» **Your instructions**
When you copy from the entries that follow, take only the lines from the one with "thumb tip: (577, 286)" down to the one with "index dip: (192, 105)", keeping both ends and dropping every picture.
═════ Given information
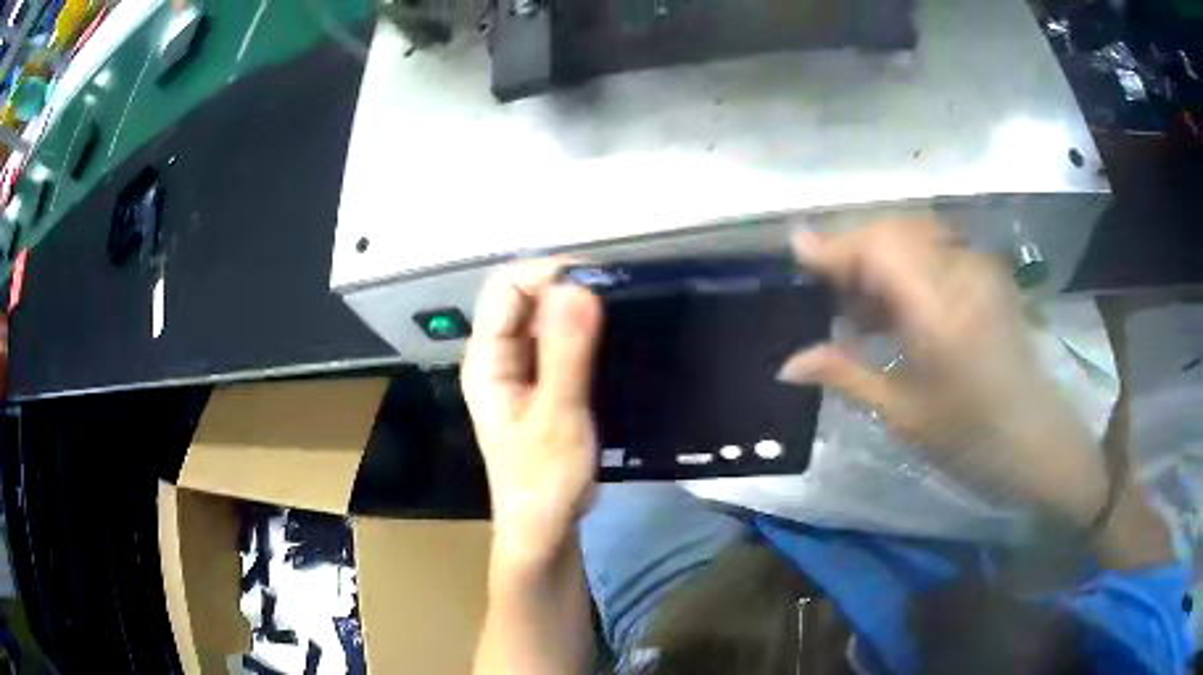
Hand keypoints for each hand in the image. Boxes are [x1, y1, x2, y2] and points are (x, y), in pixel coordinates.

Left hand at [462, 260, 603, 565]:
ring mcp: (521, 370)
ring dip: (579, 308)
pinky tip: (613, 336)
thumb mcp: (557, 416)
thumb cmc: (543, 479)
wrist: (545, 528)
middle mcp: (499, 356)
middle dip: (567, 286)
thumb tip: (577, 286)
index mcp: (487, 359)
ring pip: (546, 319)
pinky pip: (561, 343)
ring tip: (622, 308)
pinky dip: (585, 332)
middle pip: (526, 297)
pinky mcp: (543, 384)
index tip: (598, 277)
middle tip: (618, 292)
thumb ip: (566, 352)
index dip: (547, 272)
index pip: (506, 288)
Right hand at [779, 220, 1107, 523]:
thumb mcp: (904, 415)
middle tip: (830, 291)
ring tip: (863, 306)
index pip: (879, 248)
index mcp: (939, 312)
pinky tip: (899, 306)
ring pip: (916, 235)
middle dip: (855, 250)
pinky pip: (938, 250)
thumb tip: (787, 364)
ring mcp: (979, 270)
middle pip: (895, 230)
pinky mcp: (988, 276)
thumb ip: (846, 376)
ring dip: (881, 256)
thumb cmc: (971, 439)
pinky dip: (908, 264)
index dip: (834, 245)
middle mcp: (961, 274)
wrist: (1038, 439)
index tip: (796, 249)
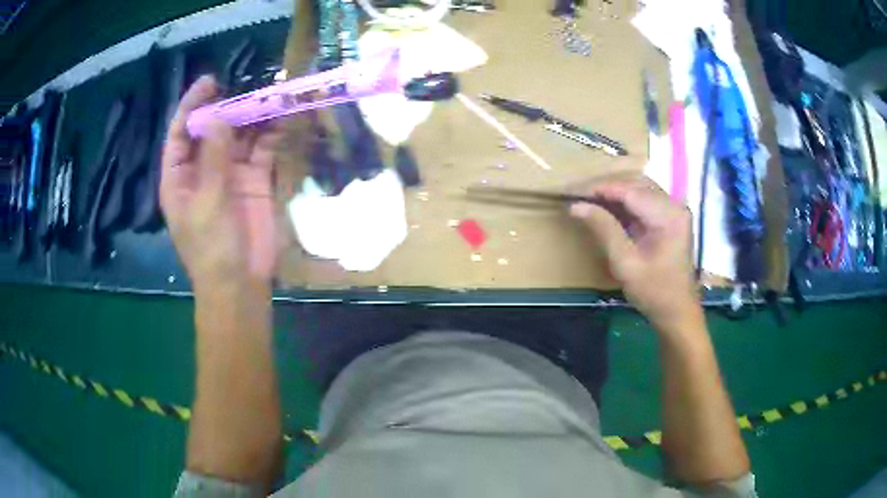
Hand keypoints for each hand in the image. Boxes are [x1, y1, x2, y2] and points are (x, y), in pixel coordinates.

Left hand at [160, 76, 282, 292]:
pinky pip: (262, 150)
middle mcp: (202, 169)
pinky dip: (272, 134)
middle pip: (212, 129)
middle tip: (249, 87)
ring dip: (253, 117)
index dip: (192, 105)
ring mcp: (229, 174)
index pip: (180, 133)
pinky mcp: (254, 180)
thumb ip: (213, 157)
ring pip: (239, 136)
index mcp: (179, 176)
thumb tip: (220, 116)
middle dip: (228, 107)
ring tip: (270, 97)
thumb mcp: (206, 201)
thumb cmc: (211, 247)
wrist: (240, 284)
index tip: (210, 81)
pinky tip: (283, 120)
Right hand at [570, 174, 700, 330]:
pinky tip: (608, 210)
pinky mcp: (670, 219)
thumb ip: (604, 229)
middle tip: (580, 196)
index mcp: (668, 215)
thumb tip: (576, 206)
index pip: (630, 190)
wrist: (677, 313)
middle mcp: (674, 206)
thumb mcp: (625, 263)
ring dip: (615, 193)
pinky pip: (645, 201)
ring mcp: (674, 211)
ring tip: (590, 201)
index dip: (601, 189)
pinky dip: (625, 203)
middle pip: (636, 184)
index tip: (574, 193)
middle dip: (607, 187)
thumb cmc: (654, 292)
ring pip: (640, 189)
══════════
» **Finished exercise**
thumb tip: (577, 286)
index mcp: (487, 359)
ring pip: (546, 319)
pinky pip: (561, 343)
ring tip: (622, 308)
pinky dip: (585, 332)
middle pip: (526, 297)
pinky mcp: (543, 384)
index tip: (598, 277)
middle tip: (618, 292)
thumb ip: (566, 352)
index dip: (547, 272)
index pip: (506, 288)
Right hand at [779, 220, 1107, 523]:
thumb mcp: (904, 415)
middle tip: (830, 291)
ring tip: (863, 306)
index pip: (879, 248)
index mcp: (939, 312)
pinky tip: (899, 306)
ring pip: (916, 235)
middle dip: (855, 250)
pinky pip: (938, 250)
thumb tip: (787, 364)
ring mcp: (979, 270)
middle pip: (895, 230)
pinky mcp: (988, 276)
thumb ip: (846, 376)
ring dip: (881, 256)
thumb cmc: (971, 439)
pinky dip: (908, 264)
index dip: (834, 245)
middle mcp: (961, 274)
wrist: (1038, 439)
index tip: (796, 249)
Hand keypoints for each hand in the image. Boxes are [x1, y1, x2, y2] and points are (x, y), in pixel coordinates.

Left hand at [160, 76, 282, 292]:
pinky pip: (262, 150)
middle mcp: (202, 169)
pinky dip: (272, 134)
middle pip: (212, 129)
middle tip: (249, 87)
ring dip: (253, 117)
index dip: (192, 105)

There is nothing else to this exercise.